Ihor Loutsenko : « La guerre sera longue »

Guerre
21 décembre 2023, 11:03

Ihor Loutsenko est militaire des Forces armées ukrainiennes, officier de reconnaissance aérienne de la 72e brigade mécanisée séparée. Dans le passé, il était député, journaliste, militant d’Euromaidan. En 2014, il a participé à l’opération antiterroriste en tant que combattant du bataillon Azov. Dans une interview à TheUkrainianWeek/Tyzhden.fr, il évoque les différences entre le front et l’arrière, la guerre qui dure et les changements qu’attendent les combattants ukrainiens.

– Pensez-vous que l’État fonctionne efficacement pendant la guerre ?

– Non. L’État n’est pas en mesure de fournir ce qu’il devrait aux défenseurs de l’Ukraine. Rappelons un exemple frappant d’inefficacité : l’affaire Rosenblatt [le ministère de la Défense a payé d’avance 650 millions de hryvnias à la société de l’ex-député Boryslav Rosenblatt pour un drone de qualité douteuse
– ndlr]. Nous (je veux dire la reconnaissance aérienne) avons besoin d’avions, de drones, de véhicules aériens sans pilote. Le ministère de la Défense ne se lasse pas d’expliquer que ses capacités d’achat sont limitées. Puis il s’avère que 650 millions de hryvnias sont allées à Rosenblatt. Et il en va ainsi pour tout.

– Le sujet des désaccords entre le front et l’arrière n’est pas facile. Est-ce que ça vaut la peine d’en parler ? Ne risquons-nous pas de diviser la société ?

– Si nous ne parlons pas des divergences, il n’y aura aucune chance de les surmonter. Il faut en parler.

– Quel est le contraste le plus important entre le front et l’arrière ?

– Il se trouve que les uns se battent sans fin, tandis que les autres ne se battent pas du tout. À première vue, il semble que les combattants soient obligés de servir au mieux jusqu’à l’incapacité, au pire jusqu’à la mort. D’autres (grâce à l’armée) mèneront une vie paisible et gagneront de l’argent. Bien sûr, ils feront de bonnes choses, mais en fort contraste avec les événements du front. Voilà le tableau général. Mais si on regarde de plus près, on s’aperçoit que la plupart des gens qui sont allés au front en février-mars 2022 étaient sur une vague d’adrénaline. Ils ne s’attendaient pas à ce que cela ne finisse jamais.

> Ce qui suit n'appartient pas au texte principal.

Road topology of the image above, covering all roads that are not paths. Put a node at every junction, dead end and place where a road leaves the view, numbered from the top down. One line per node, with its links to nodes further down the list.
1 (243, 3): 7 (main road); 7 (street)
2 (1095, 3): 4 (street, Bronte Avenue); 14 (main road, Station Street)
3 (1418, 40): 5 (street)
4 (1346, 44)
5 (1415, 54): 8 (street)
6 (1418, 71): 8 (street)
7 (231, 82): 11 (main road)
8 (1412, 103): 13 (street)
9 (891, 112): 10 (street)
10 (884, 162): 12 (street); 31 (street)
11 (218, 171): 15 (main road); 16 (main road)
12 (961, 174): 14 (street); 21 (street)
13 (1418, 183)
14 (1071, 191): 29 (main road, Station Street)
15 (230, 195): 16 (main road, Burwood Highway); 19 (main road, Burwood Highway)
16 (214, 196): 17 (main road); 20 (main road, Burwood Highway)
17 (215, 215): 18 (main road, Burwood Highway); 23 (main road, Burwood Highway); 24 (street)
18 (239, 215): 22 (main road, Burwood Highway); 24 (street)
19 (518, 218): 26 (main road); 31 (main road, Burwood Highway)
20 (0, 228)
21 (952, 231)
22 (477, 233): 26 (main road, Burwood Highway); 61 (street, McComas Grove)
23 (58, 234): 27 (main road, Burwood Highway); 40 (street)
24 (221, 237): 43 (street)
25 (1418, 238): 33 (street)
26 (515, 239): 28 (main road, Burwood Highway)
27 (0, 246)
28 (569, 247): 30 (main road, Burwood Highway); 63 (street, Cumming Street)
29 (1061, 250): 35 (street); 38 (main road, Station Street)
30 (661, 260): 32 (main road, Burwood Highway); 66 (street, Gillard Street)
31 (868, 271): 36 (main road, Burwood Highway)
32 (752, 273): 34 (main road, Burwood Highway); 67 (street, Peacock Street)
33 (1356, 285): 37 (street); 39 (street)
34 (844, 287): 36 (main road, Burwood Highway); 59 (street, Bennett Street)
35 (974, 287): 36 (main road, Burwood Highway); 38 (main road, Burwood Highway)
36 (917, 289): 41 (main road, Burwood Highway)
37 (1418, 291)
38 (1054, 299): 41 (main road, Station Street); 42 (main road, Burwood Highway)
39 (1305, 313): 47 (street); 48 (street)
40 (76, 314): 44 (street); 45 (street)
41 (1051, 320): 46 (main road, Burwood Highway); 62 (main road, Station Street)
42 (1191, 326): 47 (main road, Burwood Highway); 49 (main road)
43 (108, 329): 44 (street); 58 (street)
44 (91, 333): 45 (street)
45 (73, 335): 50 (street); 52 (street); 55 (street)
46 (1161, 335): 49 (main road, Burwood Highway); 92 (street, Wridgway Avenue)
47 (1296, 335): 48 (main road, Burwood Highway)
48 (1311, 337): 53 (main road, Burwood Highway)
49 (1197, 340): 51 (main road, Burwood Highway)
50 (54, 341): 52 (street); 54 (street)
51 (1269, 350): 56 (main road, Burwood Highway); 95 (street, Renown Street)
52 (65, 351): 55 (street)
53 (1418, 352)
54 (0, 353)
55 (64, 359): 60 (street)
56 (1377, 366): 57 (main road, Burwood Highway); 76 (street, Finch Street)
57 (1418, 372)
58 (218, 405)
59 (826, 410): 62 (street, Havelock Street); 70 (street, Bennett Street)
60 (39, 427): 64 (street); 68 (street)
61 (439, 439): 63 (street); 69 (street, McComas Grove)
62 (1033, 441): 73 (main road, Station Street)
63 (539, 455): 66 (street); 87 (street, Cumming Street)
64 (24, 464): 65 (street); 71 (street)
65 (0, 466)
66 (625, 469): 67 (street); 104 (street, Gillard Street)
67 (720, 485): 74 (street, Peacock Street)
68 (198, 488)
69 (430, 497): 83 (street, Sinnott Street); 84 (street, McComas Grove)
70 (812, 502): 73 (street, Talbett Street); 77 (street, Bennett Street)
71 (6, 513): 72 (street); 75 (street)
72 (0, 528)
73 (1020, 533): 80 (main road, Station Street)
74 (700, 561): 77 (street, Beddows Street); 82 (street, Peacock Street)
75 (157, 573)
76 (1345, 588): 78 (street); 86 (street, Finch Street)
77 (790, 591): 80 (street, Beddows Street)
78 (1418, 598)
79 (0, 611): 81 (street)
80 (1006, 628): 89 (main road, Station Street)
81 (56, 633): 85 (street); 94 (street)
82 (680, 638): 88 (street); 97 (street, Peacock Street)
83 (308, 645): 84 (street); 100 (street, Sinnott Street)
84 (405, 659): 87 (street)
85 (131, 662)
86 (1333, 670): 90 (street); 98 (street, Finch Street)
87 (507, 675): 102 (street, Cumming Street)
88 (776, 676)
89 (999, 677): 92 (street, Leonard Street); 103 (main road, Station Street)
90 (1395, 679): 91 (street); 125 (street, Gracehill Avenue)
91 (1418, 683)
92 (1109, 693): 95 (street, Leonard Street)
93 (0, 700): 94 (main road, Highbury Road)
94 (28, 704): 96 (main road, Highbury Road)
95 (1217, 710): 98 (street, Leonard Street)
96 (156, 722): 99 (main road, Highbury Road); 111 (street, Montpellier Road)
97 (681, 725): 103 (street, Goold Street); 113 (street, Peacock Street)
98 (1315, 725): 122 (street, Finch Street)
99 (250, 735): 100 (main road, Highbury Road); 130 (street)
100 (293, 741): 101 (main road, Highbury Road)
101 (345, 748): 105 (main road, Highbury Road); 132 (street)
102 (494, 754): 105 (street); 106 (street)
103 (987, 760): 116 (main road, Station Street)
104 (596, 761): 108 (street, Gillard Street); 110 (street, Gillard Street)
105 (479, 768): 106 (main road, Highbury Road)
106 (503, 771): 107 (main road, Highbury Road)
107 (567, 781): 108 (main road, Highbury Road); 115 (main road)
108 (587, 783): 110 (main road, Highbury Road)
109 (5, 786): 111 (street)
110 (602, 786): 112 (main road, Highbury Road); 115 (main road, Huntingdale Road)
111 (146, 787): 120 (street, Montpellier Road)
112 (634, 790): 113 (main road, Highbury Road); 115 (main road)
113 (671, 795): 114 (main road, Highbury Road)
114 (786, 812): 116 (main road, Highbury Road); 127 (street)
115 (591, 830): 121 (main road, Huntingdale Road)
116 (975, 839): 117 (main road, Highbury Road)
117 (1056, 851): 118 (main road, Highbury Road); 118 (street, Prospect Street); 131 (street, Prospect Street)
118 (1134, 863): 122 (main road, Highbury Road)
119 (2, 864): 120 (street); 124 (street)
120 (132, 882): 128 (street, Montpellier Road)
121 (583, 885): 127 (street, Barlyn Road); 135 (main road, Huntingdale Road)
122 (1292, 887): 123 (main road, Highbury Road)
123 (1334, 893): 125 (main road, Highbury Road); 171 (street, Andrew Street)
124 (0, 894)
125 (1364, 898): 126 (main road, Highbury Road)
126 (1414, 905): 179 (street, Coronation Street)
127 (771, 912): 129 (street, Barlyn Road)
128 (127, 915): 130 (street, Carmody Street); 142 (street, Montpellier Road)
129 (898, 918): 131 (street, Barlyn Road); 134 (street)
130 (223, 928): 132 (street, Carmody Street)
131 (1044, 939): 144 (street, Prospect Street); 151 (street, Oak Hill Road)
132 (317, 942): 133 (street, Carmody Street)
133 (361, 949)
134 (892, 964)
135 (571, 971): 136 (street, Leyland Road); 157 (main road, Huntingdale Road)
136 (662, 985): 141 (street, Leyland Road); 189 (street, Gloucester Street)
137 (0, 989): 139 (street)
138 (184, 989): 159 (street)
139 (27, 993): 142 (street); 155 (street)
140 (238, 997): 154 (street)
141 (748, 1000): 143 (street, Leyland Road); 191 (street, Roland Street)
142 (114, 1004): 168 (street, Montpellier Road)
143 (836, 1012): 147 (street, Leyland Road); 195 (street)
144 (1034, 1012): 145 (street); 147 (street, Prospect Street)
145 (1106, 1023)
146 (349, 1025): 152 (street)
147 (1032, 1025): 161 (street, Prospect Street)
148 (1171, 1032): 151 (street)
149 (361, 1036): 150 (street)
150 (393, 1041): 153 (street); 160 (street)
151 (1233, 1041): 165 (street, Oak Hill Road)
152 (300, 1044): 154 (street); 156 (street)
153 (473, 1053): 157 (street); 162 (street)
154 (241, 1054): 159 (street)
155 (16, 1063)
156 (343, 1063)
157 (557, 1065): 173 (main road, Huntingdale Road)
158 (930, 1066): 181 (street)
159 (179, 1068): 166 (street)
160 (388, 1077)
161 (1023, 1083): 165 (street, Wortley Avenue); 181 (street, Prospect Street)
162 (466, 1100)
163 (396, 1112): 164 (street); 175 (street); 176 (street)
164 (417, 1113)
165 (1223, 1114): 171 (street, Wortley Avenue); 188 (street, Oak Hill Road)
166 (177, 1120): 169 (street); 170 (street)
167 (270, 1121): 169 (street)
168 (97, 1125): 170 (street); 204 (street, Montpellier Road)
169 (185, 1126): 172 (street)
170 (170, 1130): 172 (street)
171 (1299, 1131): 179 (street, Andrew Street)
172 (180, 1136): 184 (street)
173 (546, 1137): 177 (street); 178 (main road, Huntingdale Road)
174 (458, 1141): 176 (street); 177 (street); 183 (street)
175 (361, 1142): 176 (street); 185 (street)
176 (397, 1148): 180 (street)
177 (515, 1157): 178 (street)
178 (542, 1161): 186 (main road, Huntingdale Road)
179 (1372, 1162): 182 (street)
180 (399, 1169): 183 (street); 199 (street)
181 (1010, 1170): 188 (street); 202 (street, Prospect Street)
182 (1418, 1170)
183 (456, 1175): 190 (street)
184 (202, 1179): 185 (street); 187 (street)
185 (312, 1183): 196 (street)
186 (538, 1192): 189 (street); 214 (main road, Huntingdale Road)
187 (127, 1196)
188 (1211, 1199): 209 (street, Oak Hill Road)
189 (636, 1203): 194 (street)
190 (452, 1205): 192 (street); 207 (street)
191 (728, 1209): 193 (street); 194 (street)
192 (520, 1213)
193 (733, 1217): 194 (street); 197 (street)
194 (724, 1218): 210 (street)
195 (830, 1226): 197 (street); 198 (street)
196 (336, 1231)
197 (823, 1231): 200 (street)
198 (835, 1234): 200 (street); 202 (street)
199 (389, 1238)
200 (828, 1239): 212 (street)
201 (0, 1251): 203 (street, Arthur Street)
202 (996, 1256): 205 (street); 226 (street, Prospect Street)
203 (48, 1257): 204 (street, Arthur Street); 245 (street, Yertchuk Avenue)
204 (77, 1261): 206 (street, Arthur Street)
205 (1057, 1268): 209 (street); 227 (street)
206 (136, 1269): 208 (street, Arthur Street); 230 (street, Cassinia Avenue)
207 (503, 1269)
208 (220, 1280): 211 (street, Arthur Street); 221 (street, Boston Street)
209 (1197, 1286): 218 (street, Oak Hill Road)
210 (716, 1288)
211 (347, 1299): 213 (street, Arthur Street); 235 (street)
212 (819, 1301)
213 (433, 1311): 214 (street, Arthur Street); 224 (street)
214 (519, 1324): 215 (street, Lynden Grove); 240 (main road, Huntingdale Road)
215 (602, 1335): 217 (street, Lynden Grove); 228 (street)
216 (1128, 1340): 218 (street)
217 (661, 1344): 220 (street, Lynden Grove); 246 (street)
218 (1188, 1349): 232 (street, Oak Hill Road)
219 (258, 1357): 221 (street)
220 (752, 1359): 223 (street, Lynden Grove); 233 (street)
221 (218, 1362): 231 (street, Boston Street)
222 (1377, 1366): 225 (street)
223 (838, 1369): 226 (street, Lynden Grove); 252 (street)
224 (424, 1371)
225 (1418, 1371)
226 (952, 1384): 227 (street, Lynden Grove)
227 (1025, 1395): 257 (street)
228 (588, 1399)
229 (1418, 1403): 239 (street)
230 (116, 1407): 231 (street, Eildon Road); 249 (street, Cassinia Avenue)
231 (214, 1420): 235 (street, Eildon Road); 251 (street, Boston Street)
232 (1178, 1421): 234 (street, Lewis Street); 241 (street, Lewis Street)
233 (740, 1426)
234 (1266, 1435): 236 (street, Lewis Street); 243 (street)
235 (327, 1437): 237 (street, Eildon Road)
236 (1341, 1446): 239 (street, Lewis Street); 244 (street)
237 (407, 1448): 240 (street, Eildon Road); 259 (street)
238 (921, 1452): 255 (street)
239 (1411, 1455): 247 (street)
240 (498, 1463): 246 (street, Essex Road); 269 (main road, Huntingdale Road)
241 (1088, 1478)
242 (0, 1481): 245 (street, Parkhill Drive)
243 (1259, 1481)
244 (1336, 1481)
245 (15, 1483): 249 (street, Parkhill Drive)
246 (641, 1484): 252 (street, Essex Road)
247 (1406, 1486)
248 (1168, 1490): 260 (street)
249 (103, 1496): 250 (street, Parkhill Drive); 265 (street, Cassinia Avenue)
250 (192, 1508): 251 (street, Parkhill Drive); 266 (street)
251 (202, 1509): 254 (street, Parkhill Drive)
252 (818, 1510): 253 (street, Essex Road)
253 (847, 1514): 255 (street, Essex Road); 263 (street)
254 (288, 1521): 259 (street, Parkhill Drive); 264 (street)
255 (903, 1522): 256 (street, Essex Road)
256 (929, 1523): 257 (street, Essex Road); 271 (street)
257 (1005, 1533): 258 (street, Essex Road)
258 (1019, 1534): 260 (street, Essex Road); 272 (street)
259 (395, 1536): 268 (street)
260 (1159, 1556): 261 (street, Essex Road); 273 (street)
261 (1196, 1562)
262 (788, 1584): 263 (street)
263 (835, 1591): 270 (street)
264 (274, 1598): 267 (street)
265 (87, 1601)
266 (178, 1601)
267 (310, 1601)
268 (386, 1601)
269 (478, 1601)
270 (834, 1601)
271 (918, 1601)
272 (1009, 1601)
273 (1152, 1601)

En fait, beaucoup d’entre eux ont déjà fait marche arrière. Cela montre qu’un nombre important de personnes n’étaient pas prêtes à se battre pendant des décennies.

Lire aussi:   Un char russe à la gare de La Ciotat: lettre à un ami français  

– D’après vous, la guerre sera longue ?

– Oui. Nous entrons désormais dans un régime dans lequel nous devrons nous battre pendant des décennies. Des décisions stratégiques sont nécessaires pour un combat de longue haleine. Des discussions sont en cours, mais les militaires n’ont encore reçu aucune proposition des autorités. Et la société est dans un état mitigé. Il faut agir.

– Comment pouvons-nous changer la situation ?

– Le seul moyen est l’initiative venue d’en bas et la pression populaire.
Nous avons besoin d’un vaste mouvement social. J’insiste : il s’agit d’une question publique et non politique, qui portera sur des différends tels tenir des élections ou non, par exemple. La tâche d’un tel mouvement est d’apporter des changements au style de défense de l’Ukraine.
Il faut changer l’approche par rapport au personnel militaire, aux achats d’armes et au développement de nouvelles armes. Autrement dit, le domaine législatif qui régit notre guerre doit être modifié. En termes simples, il s’agit d’un changement cardinal qu’un vaste mouvement populaire peut apporter.

Lire aussi:   L’aube sur le front sud. Comment les pilotes ukrainiens rencontrent le soleil  

– Par où commencer ?

– Tout d’abord, il faut un programme consensuel, au moins dix points qui seront compris par tout le monde. Par exemple, nous introduisons d’autres protocoles en médecine. Après tout, certaines choses qui doivent être changées se trouvent à la surface. Récemment, nous avons obtenu le droit de transfuser du sang non pas dans les hôpitaux, mais littéralement dans les tranchées, si nécessaire. Pourquoi une chose qui pourrait sauver la vie d’une personne était-elle interdite jusqu’à récemment ? De tels contradictions ne se produisent pas seulement dans le domaine médical. Cela doit changer rapidement.